Finding a New Purpose for Old Technology: A Conversation with Nick Gentry
By: Erika Streisfield
Many of your materials are sourced by external contributors, including film negatives, VHS cassettes, X-rays, and floppy discs. Why did you choose to work with these items and how is this collaborative effort significant to your artwork?
Art is becoming much more inclusive and collaborative. The renaissance days of having this separate, isolated object are gone. A revolution is happening where the public is now demanding to be included as part of the work, and it’s inspiring to see that artists are now responding to that call. As people we need art to reflect and define who we are, so to fully embrace this notion I have opened up my practice and invited the public to get fully involved by embedding their memories within the work. I want people to feel the artwork from the inside out and to be involved from conception (and even far earlier, when you consider that we are dealing with materials with such rich history). I propose that these objects contain a shared energy and stand for something quite remarkable. I resist defining exactly what that is, preferring to leave the viewer to again take part and feel something unique based on their own individual past experiences.

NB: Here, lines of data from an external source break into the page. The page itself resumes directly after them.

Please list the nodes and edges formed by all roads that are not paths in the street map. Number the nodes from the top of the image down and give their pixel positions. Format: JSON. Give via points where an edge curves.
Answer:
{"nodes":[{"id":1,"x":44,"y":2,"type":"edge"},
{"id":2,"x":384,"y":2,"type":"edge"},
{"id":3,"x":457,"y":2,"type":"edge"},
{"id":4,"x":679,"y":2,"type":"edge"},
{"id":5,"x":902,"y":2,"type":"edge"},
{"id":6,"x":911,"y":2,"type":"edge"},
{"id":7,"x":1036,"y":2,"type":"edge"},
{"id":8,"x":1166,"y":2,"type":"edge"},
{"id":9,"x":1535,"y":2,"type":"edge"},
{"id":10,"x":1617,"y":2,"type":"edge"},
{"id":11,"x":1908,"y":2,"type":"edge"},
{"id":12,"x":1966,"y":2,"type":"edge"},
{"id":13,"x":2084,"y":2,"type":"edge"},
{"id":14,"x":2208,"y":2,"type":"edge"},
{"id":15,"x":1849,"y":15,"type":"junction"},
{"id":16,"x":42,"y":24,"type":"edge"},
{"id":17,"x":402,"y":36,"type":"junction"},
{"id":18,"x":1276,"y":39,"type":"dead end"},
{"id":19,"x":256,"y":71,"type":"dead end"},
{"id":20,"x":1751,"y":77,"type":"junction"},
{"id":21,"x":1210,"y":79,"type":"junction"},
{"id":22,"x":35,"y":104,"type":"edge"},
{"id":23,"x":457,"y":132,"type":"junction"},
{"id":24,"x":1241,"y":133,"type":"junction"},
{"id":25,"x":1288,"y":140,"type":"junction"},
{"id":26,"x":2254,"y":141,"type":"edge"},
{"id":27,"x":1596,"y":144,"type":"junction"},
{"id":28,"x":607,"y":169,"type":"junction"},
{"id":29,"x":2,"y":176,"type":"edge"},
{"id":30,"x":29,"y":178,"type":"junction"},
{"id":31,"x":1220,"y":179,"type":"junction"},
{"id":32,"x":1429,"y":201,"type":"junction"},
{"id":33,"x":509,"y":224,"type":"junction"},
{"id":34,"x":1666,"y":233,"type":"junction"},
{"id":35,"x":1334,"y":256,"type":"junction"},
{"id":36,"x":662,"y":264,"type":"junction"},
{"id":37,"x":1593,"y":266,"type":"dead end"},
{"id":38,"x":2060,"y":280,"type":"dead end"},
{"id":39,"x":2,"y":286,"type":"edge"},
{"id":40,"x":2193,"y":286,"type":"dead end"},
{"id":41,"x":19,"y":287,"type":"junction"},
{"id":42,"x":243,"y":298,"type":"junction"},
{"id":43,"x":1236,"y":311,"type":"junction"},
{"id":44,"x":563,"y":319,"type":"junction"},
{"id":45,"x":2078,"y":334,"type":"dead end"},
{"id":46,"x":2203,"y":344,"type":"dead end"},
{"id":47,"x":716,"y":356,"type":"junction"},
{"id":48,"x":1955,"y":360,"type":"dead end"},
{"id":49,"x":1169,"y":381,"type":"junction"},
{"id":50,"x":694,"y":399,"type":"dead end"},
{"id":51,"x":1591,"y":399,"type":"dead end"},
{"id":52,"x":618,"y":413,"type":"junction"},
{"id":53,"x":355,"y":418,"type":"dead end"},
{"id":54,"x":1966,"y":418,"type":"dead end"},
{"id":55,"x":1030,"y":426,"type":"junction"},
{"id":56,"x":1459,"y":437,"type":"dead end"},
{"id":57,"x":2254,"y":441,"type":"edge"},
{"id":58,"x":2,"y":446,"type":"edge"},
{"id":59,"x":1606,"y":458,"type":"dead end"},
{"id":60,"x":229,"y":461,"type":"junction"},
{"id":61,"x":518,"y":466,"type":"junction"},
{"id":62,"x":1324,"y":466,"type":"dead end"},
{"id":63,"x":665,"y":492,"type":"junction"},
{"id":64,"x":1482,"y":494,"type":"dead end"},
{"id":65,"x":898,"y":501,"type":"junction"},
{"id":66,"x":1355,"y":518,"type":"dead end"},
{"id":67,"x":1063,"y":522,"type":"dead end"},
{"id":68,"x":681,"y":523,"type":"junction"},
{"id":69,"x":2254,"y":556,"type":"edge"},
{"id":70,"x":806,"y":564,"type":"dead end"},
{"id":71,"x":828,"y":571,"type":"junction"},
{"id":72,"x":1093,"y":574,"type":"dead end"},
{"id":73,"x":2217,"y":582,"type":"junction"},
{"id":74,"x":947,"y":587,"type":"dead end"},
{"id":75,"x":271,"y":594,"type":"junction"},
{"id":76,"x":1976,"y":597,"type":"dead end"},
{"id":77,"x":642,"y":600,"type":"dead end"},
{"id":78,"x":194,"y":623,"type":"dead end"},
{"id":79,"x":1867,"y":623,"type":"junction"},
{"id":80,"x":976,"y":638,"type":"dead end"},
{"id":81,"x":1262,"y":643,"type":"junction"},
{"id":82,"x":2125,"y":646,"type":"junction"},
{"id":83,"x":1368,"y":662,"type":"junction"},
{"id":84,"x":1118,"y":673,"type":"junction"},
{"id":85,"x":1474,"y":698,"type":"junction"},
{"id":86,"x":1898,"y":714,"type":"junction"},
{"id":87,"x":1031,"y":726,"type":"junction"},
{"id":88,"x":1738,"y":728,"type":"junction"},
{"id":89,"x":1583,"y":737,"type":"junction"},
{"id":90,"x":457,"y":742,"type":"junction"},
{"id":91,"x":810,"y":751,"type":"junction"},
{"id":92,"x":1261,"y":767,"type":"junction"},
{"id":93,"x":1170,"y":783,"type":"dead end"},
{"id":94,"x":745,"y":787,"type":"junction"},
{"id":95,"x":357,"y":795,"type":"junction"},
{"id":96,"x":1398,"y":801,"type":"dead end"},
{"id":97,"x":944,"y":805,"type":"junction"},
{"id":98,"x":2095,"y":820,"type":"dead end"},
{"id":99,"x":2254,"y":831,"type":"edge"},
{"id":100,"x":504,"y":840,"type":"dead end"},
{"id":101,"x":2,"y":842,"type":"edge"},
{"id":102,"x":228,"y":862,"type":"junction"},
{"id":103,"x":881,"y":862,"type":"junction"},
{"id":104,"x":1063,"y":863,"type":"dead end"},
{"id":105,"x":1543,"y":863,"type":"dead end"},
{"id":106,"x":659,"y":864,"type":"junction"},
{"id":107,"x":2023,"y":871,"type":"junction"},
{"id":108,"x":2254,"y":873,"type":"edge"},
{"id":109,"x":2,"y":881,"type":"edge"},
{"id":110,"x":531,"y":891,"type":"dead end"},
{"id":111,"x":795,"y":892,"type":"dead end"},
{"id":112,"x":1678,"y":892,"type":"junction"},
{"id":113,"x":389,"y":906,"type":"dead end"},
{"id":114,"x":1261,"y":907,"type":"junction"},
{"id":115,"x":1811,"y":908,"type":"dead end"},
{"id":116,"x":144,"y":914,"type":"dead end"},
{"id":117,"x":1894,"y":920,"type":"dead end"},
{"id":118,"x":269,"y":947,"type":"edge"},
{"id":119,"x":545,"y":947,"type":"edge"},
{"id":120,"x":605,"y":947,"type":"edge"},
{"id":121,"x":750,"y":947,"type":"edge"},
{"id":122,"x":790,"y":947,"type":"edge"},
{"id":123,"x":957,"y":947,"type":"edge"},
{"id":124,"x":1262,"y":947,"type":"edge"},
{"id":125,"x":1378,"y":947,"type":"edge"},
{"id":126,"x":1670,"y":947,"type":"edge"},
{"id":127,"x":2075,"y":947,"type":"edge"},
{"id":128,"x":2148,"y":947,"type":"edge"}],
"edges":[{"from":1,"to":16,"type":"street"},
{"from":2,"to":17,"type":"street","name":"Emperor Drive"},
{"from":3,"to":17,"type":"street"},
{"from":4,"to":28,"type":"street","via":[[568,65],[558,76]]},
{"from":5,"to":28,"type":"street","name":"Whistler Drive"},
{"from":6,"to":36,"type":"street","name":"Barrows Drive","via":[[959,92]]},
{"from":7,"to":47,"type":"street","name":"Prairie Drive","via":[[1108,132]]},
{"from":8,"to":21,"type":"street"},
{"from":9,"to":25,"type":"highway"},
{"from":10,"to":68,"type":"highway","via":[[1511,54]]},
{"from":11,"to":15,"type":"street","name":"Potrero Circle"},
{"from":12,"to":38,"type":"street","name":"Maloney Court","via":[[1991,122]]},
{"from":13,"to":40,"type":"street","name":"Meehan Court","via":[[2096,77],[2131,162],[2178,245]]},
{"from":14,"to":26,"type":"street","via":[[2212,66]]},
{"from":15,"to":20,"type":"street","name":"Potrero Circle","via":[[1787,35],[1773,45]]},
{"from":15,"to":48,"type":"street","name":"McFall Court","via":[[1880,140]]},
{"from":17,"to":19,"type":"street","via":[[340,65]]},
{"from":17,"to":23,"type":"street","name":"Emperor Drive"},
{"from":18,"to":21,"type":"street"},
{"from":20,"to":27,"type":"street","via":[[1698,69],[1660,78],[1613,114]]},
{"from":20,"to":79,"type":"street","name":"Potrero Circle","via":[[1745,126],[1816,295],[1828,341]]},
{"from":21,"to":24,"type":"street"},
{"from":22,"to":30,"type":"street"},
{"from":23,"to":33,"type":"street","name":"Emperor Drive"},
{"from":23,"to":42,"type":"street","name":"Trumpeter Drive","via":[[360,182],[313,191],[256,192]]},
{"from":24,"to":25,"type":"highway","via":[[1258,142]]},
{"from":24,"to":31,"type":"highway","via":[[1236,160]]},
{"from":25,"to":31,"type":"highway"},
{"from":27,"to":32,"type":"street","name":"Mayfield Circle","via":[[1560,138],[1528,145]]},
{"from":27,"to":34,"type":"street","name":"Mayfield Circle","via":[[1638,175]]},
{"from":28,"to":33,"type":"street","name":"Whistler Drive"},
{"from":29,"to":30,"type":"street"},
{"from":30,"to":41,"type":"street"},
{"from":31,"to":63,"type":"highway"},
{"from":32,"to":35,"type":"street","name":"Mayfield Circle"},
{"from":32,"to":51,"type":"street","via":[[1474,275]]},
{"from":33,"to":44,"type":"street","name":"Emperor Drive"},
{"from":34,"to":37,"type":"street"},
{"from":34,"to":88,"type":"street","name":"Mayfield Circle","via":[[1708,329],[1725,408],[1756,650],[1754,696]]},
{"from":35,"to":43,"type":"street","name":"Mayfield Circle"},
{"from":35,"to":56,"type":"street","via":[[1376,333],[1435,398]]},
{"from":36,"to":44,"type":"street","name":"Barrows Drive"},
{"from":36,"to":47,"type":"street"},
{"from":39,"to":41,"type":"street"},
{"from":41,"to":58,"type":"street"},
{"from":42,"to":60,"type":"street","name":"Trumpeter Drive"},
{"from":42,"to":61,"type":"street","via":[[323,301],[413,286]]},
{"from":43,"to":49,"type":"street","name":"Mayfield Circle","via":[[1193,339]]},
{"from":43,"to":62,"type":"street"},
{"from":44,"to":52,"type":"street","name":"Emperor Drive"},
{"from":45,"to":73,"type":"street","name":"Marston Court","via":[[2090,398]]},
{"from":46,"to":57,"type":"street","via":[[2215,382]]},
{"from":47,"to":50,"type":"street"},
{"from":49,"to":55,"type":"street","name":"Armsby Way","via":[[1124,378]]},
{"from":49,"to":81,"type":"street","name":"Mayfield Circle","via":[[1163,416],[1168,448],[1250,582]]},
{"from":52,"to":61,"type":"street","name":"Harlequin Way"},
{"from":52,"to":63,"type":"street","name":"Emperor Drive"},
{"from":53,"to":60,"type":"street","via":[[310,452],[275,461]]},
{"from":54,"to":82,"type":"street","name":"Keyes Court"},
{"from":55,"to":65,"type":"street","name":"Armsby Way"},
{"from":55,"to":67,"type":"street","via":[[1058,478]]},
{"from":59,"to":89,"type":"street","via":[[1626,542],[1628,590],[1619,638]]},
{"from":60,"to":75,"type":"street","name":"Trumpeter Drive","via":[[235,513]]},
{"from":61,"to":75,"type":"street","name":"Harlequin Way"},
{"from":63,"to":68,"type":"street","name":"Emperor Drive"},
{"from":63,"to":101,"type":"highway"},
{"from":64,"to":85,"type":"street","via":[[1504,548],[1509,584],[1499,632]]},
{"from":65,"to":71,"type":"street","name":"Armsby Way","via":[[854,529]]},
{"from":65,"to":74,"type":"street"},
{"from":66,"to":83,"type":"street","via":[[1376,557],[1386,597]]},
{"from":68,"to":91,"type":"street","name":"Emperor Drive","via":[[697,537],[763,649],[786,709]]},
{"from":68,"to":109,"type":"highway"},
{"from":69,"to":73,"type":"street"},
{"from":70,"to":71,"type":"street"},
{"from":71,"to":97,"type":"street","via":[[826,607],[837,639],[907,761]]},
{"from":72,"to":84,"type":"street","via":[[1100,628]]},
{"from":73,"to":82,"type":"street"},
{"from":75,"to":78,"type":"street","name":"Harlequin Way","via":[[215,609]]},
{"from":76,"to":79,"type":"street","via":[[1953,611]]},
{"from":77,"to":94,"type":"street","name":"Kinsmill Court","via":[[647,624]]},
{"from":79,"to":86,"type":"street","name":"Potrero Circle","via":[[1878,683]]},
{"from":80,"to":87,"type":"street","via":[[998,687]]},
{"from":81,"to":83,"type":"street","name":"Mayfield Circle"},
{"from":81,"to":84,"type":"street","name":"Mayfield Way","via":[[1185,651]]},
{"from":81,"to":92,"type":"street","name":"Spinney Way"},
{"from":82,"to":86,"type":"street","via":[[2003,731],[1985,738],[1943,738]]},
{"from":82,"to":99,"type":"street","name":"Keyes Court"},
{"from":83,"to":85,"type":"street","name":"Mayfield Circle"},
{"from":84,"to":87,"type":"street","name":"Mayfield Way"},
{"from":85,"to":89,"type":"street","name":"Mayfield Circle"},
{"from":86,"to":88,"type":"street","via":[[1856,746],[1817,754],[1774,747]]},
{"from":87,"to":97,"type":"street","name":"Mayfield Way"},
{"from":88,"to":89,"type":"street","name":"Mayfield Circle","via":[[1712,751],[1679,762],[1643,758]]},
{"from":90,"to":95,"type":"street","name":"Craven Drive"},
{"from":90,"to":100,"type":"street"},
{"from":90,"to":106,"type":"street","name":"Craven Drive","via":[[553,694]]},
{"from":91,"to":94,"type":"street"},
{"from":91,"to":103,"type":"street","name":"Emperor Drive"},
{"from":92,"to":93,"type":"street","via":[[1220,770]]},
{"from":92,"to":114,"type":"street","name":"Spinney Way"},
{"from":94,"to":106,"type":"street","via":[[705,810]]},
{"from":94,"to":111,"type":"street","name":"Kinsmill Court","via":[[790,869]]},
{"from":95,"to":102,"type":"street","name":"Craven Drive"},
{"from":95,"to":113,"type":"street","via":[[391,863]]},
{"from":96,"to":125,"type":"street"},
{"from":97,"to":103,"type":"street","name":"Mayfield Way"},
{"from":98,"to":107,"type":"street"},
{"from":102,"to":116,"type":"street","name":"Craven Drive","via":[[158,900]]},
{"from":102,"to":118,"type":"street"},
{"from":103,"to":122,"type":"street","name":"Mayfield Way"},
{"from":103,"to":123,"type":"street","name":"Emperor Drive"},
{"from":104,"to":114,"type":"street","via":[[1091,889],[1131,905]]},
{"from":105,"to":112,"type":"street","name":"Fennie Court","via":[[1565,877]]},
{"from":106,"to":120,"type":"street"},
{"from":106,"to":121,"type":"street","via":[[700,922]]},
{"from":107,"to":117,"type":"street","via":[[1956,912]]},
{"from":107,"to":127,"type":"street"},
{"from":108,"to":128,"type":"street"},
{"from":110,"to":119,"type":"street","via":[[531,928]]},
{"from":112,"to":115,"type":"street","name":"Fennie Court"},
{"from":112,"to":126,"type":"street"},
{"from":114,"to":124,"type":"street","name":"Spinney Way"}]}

How are your ideas about reality versus the created world reflected in your work?
We are creating and recording our experience of the world with ever greater frequency and detail. The real world is there, but now overlaid with more and more of these digital additions and filters. This augmented reality that we are entering is completely different to the pre-internet and pre-digital photography age that I grew up in. Since those inventions have occurred, I feel it’s my duty as an artist to describe the feeling of this hugely significant shift. Are we currently experiencing the most significant change in human history? It feels incredibly inspiring to be here now to respond to that suggestion.
Credit: Nick Gentry
With technology rapidly changing, will your art encompass these changes? What kind of tech tools or associated materials do you hope to work with in the future (i.e. iPods, Walkmans, video games)?
I don’t project myself too far into the future – I have a hard enough time comprehending the present! I actually find that as experiences occur it then takes time to assimilate those and reflect later on. So really, you could say that I’m using elements of the recent past to reflect the present times. The future is implied of course, but I personally love the fact that it is unknown to us, that element of mystery is inspirational to me.
Imagine it’s the year 2020, what does art look like?
If the predictions of the world come true then we may well be looking to machines to provide us with all forms of culture. We are programming an alternate reality, with superior versions of ourselves in our own image. Hello Art Frankenstein!